For Cordero, this language development STEAM lab proves something very important about the necessity of Fair Haven School’s dual-language immersion program; namely, that language is often one of the only barriers that prevent these kids from excelling in STEAM fields. “Five years ago, the kids here never had the opportunity” to learn computer science, especially in their own language, Cordero said. “Now I have a school of nine hundred students who are way more advanced than I am. I am so proud! It doesn’t matter if you don’t speak English, that doesn’t hold you back anymore.”

In Cordero’s and my own experience, starting school only knowing Spanish led many teachers to assume that the non-anglophone children were less intelligent or capable because they didn’t understand the material. In Fair Haven, however, students are working on advanced coding projects from a young age. The issue clearly wasn’t the material. It was the language. “In order to gain bilingual proficiency in a language, it takes about seven years of consistent work,” said Cordero. “Are you going to wait seven years to start teaching these children? Absolutely not. The learning has to continue, and that’s what we try to do here.”

While the burgeoning dual-language immersion program has brought positive change to the school, it is still in its formative stage. As more and more refugees and immigrants resettle in Fair Haven, the demand for educational resources in languages other than English and Spanish is also rising. During a parent-teacher conference, an Afghan family mentioned to Cordero that their children were coming home having forgotten some of their native Pashto—now the second-most spoken non-English language in Fair Haven, followed by Arabic—since they couldn’t practice it at school. When they asked Coredero  what could be done, he immediately talked to New Haven’s ELL Programs Director Pedro Mendía-Landa. “We’re now seeing about incorporating Pashto lessons for these students for about twenty minutes per day,” Cordero said.

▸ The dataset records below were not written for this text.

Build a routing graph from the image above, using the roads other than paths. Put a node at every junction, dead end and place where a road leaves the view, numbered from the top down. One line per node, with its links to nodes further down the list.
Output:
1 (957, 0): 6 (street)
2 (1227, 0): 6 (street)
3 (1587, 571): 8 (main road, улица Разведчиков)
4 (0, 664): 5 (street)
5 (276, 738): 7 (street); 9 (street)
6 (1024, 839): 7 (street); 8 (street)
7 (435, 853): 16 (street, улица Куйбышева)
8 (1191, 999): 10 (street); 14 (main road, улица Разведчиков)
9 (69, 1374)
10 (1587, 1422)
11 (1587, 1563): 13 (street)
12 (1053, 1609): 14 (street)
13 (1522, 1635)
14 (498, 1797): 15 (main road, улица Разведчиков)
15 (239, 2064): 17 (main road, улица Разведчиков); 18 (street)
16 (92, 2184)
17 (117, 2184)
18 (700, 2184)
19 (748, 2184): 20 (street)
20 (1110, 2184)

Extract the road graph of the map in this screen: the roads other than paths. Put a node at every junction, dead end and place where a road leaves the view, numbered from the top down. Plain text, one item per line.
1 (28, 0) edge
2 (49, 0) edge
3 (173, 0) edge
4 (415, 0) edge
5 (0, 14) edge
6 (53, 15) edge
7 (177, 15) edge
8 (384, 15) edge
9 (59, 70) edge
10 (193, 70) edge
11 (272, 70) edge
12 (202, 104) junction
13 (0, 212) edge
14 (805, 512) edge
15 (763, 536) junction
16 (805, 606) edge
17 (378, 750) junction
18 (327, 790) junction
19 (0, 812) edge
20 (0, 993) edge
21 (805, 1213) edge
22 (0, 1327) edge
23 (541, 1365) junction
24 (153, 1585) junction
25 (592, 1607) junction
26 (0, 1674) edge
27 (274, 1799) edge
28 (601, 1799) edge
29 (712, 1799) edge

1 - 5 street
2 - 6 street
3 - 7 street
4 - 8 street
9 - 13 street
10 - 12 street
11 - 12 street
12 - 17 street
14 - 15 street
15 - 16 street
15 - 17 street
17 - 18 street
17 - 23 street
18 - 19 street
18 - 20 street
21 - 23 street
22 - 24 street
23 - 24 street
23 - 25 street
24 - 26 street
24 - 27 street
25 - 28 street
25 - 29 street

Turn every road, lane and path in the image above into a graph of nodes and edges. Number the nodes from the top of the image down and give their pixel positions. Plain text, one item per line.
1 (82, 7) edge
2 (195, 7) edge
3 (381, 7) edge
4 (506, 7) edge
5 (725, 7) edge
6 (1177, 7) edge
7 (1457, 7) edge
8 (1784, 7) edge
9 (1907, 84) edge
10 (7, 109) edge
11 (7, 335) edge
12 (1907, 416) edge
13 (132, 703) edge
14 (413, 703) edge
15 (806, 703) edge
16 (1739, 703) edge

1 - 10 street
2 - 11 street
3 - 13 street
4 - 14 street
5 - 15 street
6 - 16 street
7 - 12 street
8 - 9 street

Even with the dedication that administrators and teachers like Cordero and Cajaraville demonstrate to their students, maintaining a program like this is not an easy job. Finding teachers with the linguistic capabilities and the necessary certifications to teach in multilingual environments is difficult, but retaining them is even harder. “It’s a grueling job,” Cordero said. Bilingual teachers need to relay the same material twice, adapting it to two groups of students with different first languages. The New Haven Independent reported in November of last year that New Haven’s public school system has approximately fifty certified bilingual teachers for the more than 3,500 ELL students in the district. Hiring more and retaining the few they have is of the utmost importance.

Although there are similar dual-language immersion programs across the country, Cordero is confident that none has a language development STEAM lab as good as his. Once he realizes his plan to expand the program to every grade in the school, Cordero said, “Va a ser nítido”—it will be amazing—“because it will be a program like no other.” With diligent and motivated educators like the ones at Fair Haven School, students may soon no longer have to dream—as I did—about attending an entirely bilingual school.

– Nicholas Ruiz-Huidobro Magdits is a junior in Trumbull College.